» WORK INSTRUCTIONS: Copy each line below in which the word "子母口新道" occurs.

» SOURCE DATA:
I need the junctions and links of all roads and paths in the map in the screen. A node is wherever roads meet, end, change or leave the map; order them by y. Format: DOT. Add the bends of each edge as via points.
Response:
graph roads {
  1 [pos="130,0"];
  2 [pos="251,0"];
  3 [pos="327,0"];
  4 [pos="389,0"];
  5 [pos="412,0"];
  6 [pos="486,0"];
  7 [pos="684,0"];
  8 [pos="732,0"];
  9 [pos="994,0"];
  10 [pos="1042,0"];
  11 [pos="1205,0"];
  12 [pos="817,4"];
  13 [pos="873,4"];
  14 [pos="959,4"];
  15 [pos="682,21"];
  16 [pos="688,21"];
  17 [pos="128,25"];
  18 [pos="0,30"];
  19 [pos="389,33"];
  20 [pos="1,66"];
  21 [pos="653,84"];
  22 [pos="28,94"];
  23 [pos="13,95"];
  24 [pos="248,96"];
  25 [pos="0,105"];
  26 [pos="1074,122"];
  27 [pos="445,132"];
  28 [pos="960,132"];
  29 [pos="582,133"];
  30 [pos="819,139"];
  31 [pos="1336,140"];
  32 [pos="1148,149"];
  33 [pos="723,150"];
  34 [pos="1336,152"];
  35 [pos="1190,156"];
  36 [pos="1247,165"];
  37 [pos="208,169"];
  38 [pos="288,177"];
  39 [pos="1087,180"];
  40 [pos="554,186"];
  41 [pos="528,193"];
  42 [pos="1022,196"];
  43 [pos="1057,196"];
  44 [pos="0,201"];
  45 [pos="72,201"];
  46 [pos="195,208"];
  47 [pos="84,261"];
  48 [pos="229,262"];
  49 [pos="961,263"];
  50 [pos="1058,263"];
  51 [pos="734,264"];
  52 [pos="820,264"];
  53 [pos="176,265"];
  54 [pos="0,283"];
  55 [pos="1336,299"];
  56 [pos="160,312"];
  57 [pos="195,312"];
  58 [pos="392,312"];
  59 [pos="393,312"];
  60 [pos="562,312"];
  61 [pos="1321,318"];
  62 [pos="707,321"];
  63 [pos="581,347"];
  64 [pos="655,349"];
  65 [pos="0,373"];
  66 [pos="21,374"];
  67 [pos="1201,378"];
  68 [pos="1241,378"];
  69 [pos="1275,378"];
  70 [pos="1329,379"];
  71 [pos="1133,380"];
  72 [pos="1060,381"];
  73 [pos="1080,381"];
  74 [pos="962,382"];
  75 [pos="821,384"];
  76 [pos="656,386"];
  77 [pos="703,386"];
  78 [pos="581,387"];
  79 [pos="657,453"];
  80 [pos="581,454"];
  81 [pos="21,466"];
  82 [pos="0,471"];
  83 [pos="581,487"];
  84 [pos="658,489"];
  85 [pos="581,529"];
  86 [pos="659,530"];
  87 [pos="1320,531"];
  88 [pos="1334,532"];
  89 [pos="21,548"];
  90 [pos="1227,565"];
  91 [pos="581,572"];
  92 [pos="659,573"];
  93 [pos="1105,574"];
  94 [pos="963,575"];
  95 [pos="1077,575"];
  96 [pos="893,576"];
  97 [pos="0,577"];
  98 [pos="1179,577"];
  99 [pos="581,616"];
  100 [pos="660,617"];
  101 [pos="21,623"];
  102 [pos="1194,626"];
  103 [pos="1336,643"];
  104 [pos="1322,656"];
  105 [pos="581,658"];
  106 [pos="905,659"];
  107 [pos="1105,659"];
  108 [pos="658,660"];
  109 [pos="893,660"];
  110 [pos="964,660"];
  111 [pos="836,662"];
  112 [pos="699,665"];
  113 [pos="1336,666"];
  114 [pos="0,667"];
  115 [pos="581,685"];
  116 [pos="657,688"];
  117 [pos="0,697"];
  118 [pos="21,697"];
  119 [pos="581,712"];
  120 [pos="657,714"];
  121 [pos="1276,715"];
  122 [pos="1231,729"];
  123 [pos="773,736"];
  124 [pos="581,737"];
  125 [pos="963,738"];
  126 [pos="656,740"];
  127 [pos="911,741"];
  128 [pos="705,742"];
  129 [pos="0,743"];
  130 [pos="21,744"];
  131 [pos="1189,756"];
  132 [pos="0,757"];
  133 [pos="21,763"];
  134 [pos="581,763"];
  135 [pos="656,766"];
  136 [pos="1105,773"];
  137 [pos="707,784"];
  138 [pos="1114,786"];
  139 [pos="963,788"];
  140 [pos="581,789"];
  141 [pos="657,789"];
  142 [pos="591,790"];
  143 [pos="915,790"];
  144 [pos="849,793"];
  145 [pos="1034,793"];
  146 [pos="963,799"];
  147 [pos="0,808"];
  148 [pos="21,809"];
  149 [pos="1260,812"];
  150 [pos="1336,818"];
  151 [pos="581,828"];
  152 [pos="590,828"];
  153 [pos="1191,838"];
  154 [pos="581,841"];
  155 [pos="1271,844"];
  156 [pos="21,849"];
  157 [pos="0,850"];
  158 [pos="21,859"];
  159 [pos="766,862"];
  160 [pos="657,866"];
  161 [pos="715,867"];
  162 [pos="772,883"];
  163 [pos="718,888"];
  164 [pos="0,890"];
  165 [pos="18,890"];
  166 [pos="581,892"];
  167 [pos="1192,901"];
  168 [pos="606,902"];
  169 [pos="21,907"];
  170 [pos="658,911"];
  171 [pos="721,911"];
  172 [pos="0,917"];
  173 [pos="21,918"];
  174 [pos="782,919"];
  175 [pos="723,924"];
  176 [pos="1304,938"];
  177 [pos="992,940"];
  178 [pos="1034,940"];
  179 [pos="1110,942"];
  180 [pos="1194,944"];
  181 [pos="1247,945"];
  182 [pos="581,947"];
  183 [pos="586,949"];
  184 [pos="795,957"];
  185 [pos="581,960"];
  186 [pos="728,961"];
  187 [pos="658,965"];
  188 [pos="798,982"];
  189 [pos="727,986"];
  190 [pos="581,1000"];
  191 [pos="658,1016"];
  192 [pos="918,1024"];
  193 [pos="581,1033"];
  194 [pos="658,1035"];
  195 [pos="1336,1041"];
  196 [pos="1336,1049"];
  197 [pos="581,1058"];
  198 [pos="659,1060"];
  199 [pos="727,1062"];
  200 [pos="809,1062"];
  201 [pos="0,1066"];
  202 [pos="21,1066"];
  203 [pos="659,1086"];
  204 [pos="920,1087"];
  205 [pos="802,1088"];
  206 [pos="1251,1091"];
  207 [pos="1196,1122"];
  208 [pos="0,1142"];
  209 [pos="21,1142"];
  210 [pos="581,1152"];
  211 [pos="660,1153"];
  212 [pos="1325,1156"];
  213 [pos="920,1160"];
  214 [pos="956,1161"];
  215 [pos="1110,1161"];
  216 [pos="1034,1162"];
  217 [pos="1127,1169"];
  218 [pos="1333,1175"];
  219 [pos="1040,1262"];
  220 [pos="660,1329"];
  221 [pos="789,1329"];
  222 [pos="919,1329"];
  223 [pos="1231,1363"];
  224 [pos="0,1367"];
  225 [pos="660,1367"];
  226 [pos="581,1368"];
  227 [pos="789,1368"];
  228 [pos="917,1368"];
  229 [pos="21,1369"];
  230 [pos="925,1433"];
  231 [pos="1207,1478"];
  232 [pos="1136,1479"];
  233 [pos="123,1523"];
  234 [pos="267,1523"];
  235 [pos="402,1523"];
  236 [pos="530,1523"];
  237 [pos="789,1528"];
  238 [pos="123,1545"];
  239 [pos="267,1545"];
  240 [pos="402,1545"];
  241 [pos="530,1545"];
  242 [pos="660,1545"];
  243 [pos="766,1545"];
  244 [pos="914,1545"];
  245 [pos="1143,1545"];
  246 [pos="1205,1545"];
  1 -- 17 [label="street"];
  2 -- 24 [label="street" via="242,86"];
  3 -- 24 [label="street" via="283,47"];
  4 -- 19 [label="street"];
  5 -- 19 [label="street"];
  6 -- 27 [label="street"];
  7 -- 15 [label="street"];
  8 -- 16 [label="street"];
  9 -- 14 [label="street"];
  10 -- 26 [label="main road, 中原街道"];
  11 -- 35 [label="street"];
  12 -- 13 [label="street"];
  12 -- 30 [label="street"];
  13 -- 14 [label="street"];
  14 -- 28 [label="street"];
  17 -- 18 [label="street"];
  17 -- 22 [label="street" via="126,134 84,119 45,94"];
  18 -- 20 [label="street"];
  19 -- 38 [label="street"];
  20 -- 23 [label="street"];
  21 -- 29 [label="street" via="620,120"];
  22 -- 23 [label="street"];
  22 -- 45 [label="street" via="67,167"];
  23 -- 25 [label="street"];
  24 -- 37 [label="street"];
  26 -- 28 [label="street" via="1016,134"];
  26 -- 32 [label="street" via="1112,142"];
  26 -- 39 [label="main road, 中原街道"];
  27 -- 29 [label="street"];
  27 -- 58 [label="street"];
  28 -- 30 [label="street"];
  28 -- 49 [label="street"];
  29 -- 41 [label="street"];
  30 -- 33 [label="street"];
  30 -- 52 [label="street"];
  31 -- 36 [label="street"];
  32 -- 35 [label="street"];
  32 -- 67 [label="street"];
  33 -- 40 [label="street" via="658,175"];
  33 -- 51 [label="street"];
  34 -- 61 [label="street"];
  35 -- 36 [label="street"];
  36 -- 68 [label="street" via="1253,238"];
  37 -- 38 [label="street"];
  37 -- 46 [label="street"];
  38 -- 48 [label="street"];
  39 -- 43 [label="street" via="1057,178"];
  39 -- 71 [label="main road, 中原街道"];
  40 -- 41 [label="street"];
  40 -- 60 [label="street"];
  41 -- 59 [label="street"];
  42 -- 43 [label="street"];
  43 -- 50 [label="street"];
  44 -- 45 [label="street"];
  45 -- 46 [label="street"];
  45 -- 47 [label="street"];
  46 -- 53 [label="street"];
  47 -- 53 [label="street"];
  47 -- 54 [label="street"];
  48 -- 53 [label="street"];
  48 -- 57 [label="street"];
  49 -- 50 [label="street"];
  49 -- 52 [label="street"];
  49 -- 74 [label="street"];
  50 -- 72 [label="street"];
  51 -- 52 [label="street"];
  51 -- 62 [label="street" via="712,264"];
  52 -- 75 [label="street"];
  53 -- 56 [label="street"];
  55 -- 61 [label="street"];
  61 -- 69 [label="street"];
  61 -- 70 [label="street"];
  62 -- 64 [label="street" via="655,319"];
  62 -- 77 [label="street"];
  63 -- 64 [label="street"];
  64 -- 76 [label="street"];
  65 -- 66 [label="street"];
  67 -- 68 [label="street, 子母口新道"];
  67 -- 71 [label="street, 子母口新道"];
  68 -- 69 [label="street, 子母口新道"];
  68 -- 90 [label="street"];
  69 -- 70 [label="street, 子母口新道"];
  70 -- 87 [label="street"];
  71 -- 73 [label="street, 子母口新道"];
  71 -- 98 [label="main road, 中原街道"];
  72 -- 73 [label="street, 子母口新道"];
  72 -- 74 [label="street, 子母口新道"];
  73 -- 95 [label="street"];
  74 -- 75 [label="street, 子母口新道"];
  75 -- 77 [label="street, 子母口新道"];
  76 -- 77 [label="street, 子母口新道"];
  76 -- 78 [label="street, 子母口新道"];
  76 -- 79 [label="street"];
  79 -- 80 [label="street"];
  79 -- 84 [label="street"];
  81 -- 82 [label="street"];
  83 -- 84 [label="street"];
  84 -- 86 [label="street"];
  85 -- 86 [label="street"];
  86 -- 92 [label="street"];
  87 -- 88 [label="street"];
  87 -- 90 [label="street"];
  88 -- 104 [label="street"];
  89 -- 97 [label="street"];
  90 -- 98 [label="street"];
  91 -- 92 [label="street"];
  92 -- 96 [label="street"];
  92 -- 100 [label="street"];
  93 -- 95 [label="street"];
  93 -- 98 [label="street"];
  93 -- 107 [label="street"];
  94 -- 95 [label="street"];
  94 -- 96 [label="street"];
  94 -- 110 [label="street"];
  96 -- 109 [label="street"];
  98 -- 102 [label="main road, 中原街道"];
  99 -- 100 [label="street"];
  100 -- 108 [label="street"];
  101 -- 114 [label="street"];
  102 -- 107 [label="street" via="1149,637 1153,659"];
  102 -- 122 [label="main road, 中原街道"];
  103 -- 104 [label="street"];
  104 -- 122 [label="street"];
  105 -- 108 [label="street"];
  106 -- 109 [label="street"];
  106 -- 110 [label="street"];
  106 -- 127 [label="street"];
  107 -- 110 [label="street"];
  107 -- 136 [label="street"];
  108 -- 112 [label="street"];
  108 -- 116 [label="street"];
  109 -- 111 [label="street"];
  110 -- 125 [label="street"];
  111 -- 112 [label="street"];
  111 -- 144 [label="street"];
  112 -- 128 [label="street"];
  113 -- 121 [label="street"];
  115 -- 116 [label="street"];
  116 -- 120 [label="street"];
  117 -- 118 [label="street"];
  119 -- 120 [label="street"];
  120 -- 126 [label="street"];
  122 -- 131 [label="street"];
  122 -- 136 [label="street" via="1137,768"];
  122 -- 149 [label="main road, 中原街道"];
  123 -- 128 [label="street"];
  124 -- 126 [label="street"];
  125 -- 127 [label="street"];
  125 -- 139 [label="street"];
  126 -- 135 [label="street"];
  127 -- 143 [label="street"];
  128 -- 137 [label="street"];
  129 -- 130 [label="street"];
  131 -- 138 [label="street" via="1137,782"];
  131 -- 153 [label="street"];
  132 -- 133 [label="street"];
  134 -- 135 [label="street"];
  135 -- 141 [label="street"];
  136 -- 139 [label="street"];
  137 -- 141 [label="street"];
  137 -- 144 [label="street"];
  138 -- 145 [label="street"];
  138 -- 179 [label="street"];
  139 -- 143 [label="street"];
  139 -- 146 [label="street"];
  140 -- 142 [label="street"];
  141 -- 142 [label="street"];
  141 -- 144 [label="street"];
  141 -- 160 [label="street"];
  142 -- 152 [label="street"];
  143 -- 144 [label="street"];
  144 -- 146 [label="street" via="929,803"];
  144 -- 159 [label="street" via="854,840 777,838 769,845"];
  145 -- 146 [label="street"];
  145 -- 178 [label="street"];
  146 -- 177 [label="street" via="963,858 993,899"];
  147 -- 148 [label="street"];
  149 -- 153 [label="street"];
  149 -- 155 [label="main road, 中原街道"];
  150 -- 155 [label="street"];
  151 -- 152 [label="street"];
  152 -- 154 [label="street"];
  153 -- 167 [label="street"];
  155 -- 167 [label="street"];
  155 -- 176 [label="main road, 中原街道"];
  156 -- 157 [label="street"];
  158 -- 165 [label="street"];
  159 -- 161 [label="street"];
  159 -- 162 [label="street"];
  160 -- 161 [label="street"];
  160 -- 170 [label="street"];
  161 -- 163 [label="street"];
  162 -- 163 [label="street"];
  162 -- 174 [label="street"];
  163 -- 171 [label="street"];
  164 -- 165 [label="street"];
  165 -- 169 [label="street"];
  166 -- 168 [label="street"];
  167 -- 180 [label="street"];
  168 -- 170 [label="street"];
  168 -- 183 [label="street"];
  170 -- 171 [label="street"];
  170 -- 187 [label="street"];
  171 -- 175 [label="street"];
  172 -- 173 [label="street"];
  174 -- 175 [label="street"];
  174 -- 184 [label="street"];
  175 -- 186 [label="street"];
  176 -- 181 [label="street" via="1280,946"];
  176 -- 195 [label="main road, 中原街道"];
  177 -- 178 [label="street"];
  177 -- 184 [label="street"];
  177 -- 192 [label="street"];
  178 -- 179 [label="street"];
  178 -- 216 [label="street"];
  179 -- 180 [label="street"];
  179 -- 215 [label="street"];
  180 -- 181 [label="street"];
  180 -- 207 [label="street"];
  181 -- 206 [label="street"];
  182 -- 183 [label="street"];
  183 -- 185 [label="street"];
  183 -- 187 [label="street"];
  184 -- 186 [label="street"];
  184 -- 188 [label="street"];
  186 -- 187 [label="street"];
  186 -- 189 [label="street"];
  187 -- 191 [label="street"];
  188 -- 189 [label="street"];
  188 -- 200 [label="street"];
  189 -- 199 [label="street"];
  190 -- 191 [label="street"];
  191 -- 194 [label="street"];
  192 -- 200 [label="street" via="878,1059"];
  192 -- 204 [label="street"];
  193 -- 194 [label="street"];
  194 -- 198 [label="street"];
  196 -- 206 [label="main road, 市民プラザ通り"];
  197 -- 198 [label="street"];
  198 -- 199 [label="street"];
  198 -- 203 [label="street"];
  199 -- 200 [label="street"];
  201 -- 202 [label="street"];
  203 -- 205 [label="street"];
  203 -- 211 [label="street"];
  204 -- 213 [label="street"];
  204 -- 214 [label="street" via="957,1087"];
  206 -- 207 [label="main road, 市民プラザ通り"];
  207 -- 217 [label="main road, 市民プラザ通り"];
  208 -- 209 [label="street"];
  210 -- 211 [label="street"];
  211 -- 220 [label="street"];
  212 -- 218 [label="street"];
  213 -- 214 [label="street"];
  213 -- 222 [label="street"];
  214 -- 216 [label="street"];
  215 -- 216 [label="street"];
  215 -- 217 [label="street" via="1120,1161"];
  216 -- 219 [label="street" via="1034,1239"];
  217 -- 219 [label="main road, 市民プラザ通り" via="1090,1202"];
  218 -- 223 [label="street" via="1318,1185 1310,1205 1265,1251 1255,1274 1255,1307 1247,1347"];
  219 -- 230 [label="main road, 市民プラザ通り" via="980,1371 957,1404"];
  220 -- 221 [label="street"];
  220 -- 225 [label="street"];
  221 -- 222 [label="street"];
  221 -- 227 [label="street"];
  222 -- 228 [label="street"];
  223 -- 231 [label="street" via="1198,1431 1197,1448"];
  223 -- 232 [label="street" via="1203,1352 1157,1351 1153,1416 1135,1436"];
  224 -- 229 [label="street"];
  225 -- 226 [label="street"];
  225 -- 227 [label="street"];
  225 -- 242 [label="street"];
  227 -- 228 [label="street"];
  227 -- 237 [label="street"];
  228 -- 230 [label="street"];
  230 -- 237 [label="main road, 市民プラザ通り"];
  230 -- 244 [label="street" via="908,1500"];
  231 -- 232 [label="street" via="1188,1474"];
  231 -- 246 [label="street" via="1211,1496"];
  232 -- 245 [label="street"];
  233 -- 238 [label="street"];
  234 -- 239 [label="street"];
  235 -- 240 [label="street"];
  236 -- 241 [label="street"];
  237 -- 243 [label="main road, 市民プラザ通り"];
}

» EXERCISE ANSWER:
  67 -- 68 [label="street, 子母口新道"];
  67 -- 71 [label="street, 子母口新道"];
  68 -- 69 [label="street, 子母口新道"];
  69 -- 70 [label="street, 子母口新道"];
  71 -- 73 [label="street, 子母口新道"];
  72 -- 73 [label="street, 子母口新道"];
  72 -- 74 [label="street, 子母口新道"];
  74 -- 75 [label="street, 子母口新道"];
  75 -- 77 [label="street, 子母口新道"];
  76 -- 77 [label="street, 子母口新道"];
  76 -- 78 [label="street, 子母口新道"];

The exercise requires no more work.